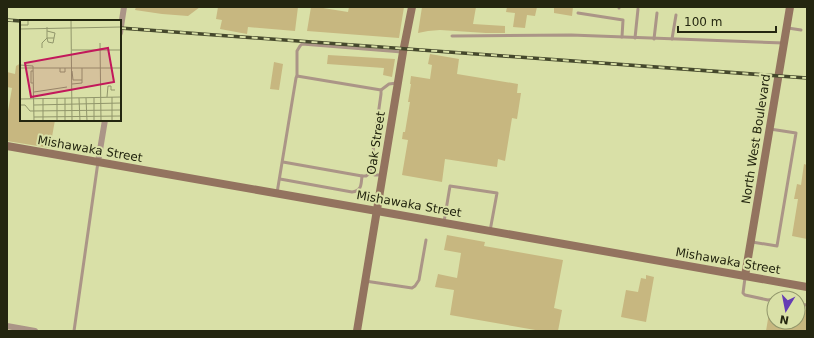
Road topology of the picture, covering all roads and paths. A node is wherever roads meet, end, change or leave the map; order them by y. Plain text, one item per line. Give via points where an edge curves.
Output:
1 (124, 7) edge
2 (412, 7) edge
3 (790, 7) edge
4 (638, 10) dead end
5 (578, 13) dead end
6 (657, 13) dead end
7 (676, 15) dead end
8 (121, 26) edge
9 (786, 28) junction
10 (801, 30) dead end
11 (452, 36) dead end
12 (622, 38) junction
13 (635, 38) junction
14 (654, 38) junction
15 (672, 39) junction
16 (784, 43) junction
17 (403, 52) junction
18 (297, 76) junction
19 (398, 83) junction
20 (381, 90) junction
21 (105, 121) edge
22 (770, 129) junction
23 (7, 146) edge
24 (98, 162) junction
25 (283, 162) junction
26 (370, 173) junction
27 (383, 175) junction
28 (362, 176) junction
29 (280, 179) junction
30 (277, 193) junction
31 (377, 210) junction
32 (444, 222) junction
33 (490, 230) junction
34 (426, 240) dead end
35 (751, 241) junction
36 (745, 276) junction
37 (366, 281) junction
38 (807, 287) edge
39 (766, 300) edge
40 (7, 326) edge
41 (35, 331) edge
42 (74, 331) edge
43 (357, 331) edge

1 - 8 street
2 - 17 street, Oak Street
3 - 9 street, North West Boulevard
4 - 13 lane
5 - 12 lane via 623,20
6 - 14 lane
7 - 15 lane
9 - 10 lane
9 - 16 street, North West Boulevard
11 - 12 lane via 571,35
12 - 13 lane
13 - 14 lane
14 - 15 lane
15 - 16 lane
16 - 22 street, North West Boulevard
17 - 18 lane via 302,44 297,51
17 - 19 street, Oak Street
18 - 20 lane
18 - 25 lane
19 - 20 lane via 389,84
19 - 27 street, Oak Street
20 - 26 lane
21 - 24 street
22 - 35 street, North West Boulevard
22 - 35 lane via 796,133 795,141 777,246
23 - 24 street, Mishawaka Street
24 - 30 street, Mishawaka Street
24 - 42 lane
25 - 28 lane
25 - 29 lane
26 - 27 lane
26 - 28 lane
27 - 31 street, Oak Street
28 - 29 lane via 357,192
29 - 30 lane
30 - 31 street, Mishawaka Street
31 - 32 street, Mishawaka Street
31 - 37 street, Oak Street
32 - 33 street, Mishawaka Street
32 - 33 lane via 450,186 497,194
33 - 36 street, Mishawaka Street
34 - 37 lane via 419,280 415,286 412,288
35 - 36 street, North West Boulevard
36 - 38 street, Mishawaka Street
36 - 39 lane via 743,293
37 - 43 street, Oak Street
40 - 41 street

PROBLEM REQUIREMENTS:
Omit the pictures, then output the rest of the listing exactly.

OUTPUT FOR THIS TASK:
Road topology of the picture, covering all roads and paths. A node is wherever roads meet, end, change or leave the map; order them by y. Plain text, one item per line. Give via points where an edge curves.
Output:
1 (124, 7) edge
2 (412, 7) edge
3 (790, 7) edge
4 (638, 10) dead end
5 (578, 13) dead end
6 (657, 13) dead end
7 (676, 15) dead end
8 (121, 26) edge
9 (786, 28) junction
10 (801, 30) dead end
11 (452, 36) dead end
12 (622, 38) junction
13 (635, 38) junction
14 (654, 38) junction
15 (672, 39) junction
16 (784, 43) junction
17 (403, 52) junction
18 (297, 76) junction
19 (398, 83) junction
20 (381, 90) junction
21 (105, 121) edge
22 (770, 129) junction
23 (7, 146) edge
24 (98, 162) junction
25 (283, 162) junction
26 (370, 173) junction
27 (383, 175) junction
28 (362, 176) junction
29 (280, 179) junction
30 (277, 193) junction
31 (377, 210) junction
32 (444, 222) junction
33 (490, 230) junction
34 (426, 240) dead end
35 (751, 241) junction
36 (745, 276) junction
37 (366, 281) junction
38 (807, 287) edge
39 (766, 300) edge
40 (7, 326) edge
41 (35, 331) edge
42 (74, 331) edge
43 (357, 331) edge

1 - 8 street
2 - 17 street, Oak Street
3 - 9 street, North West Boulevard
4 - 13 lane
5 - 12 lane via 623,20
6 - 14 lane
7 - 15 lane
9 - 10 lane
9 - 16 street, North West Boulevard
11 - 12 lane via 571,35
12 - 13 lane
13 - 14 lane
14 - 15 lane
15 - 16 lane
16 - 22 street, North West Boulevard
17 - 18 lane via 302,44 297,51
17 - 19 street, Oak Street
18 - 20 lane
18 - 25 lane
19 - 20 lane via 389,84
19 - 27 street, Oak Street
20 - 26 lane
21 - 24 street
22 - 35 street, North West Boulevard
22 - 35 lane via 796,133 795,141 777,246
23 - 24 street, Mishawaka Street
24 - 30 street, Mishawaka Street
24 - 42 lane
25 - 28 lane
25 - 29 lane
26 - 27 lane
26 - 28 lane
27 - 31 street, Oak Street
28 - 29 lane via 357,192
29 - 30 lane
30 - 31 street, Mishawaka Street
31 - 32 street, Mishawaka Street
31 - 37 street, Oak Street
32 - 33 street, Mishawaka Street
32 - 33 lane via 450,186 497,194
33 - 36 street, Mishawaka Street
34 - 37 lane via 419,280 415,286 412,288
35 - 36 street, North West Boulevard
36 - 38 street, Mishawaka Street
36 - 39 lane via 743,293
37 - 43 street, Oak Street
40 - 41 street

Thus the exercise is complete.